## What the task asks:
An exact restatement of the data is required, with the images omitted.

Input for this task Start Marker

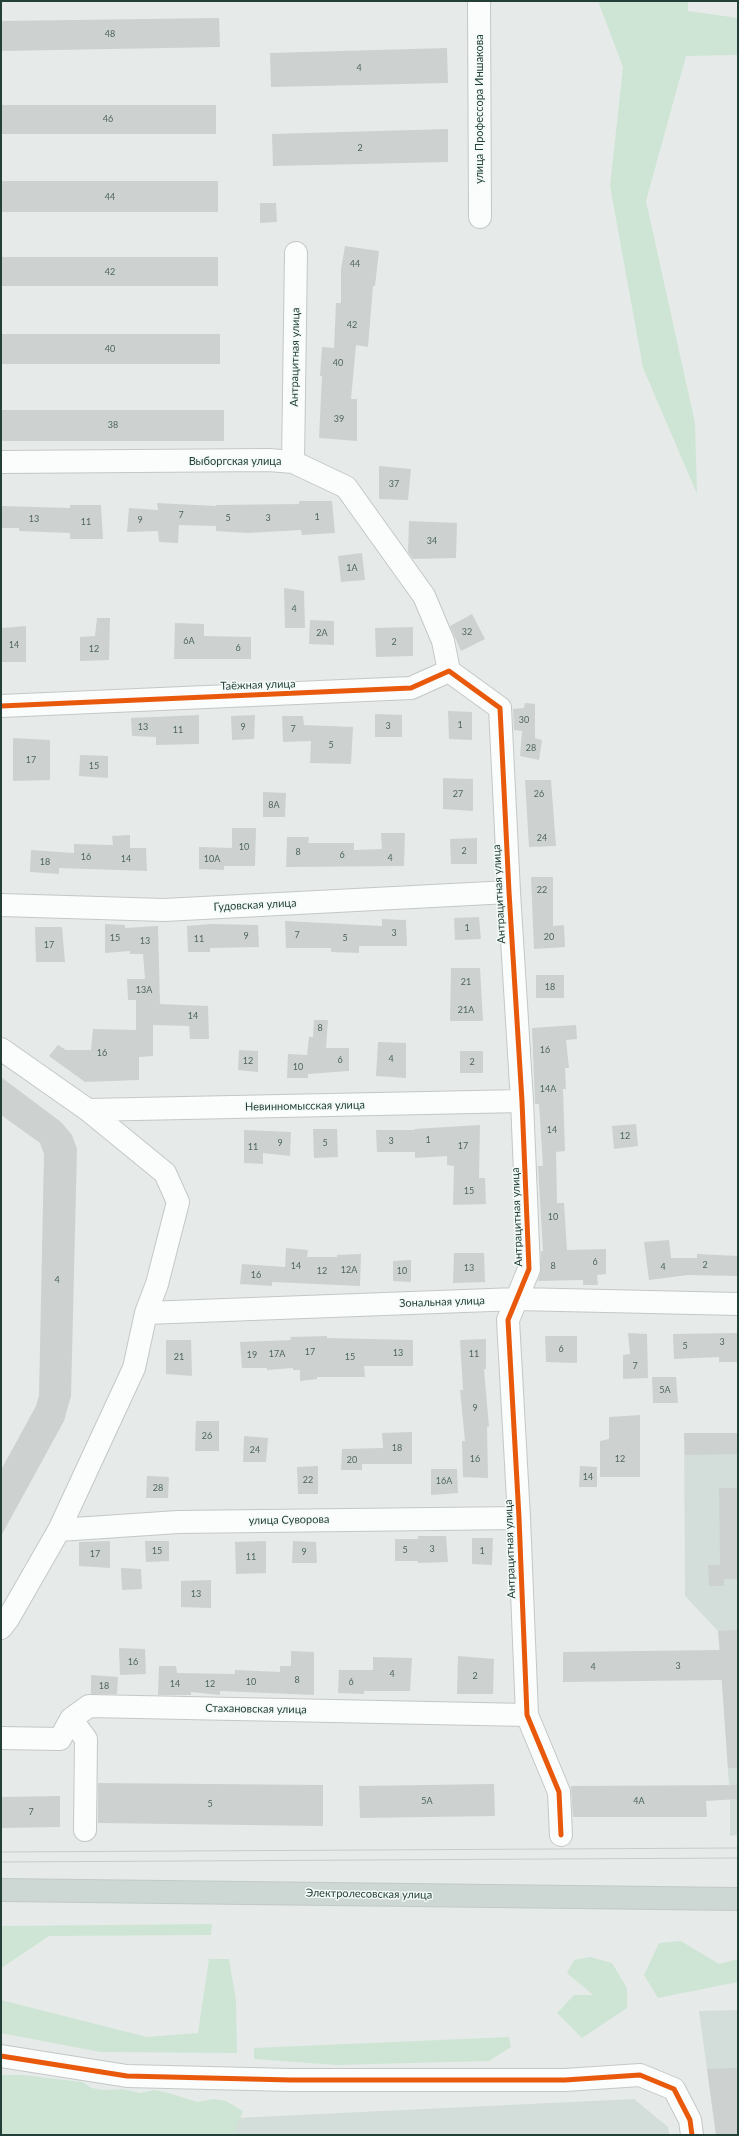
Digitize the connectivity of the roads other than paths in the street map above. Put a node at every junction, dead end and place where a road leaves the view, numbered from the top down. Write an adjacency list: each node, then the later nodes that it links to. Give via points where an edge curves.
1 (479, 1): 2 (street, улица Профессора Иншакова)
2 (480, 218)
3 (296, 253): 5 (street, Антрацитная улица)
4 (1, 462): 5 (street, Выборгская улица)
5 (293, 462): 6 (street, Выборгская улица, via 346,487 424,596 443,641)
6 (449, 671): 7 (street, Таёжная улица, via 411,688); 8 (street, Антрацитная улица, via 500,708)
7 (1, 706)
8 (509, 892): 9 (street, Гудовская улица, via 164,910); 11 (street, Антрацитная улица)
9 (1, 905)
10 (1, 1049): 12 (street)
11 (522, 1102): 12 (street, Невинномысская улица); 13 (street, Антрацитная улица, via 529,1269)
12 (88, 1110): 15 (street, via 165,1173 178,1202 157,1284)
13 (517, 1299): 14 (street, Зональная улица); 15 (street, Зональная улица); 16 (street, Антрацитная улица, via 508,1320)
14 (738, 1304)
15 (146, 1313): 17 (street, via 134,1368)
16 (519, 1518): 17 (street, улица Суворова, via 178,1522); 19 (street, Антрацитная улица)
17 (60, 1530): 18 (street)
18 (1, 1628)
19 (527, 1715): 20 (street, Стахановская улица, via 89,1706); 23 (street, Антрацитная улица, via 559,1792)
20 (72, 1719): 21 (street, Стахановская улица, via 60,1739); 22 (street, via 86,1738)
21 (1, 1738)
22 (85, 1830)
23 (561, 1835)
24 (1, 1890): 25 (main road, Электролесовская улица)
25 (738, 1898)
26 (1, 2056): 27 (street, via 127,2076 291,2080 565,2080 640,2075 674,2089 690,2120)
27 (692, 2135)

Input for this task End Marker

## Exercise result:
Digitize the connectivity of the roads other than paths in the street map above. Put a node at every junction, dead end and place where a road leaves the view, numbered from the top down. Write an adjacency list: each node, then the later nodes that it links to. Give via points where an edge curves.
1 (479, 1): 2 (street, улица Профессора Иншакова)
2 (480, 218)
3 (296, 253): 5 (street, Антрацитная улица)
4 (1, 462): 5 (street, Выборгская улица)
5 (293, 462): 6 (street, Выборгская улица, via 346,487 424,596 443,641)
6 (449, 671): 7 (street, Таёжная улица, via 411,688); 8 (street, Антрацитная улица, via 500,708)
7 (1, 706)
8 (509, 892): 9 (street, Гудовская улица, via 164,910); 11 (street, Антрацитная улица)
9 (1, 905)
10 (1, 1049): 12 (street)
11 (522, 1102): 12 (street, Невинномысская улица); 13 (street, Антрацитная улица, via 529,1269)
12 (88, 1110): 15 (street, via 165,1173 178,1202 157,1284)
13 (517, 1299): 14 (street, Зональная улица); 15 (street, Зональная улица); 16 (street, Антрацитная улица, via 508,1320)
14 (738, 1304)
15 (146, 1313): 17 (street, via 134,1368)
16 (519, 1518): 17 (street, улица Суворова, via 178,1522); 19 (street, Антрацитная улица)
17 (60, 1530): 18 (street)
18 (1, 1628)
19 (527, 1715): 20 (street, Стахановская улица, via 89,1706); 23 (street, Антрацитная улица, via 559,1792)
20 (72, 1719): 21 (street, Стахановская улица, via 60,1739); 22 (street, via 86,1738)
21 (1, 1738)
22 (85, 1830)
23 (561, 1835)
24 (1, 1890): 25 (main road, Электролесовская улица)
25 (738, 1898)
26 (1, 2056): 27 (street, via 127,2076 291,2080 565,2080 640,2075 674,2089 690,2120)
27 (692, 2135)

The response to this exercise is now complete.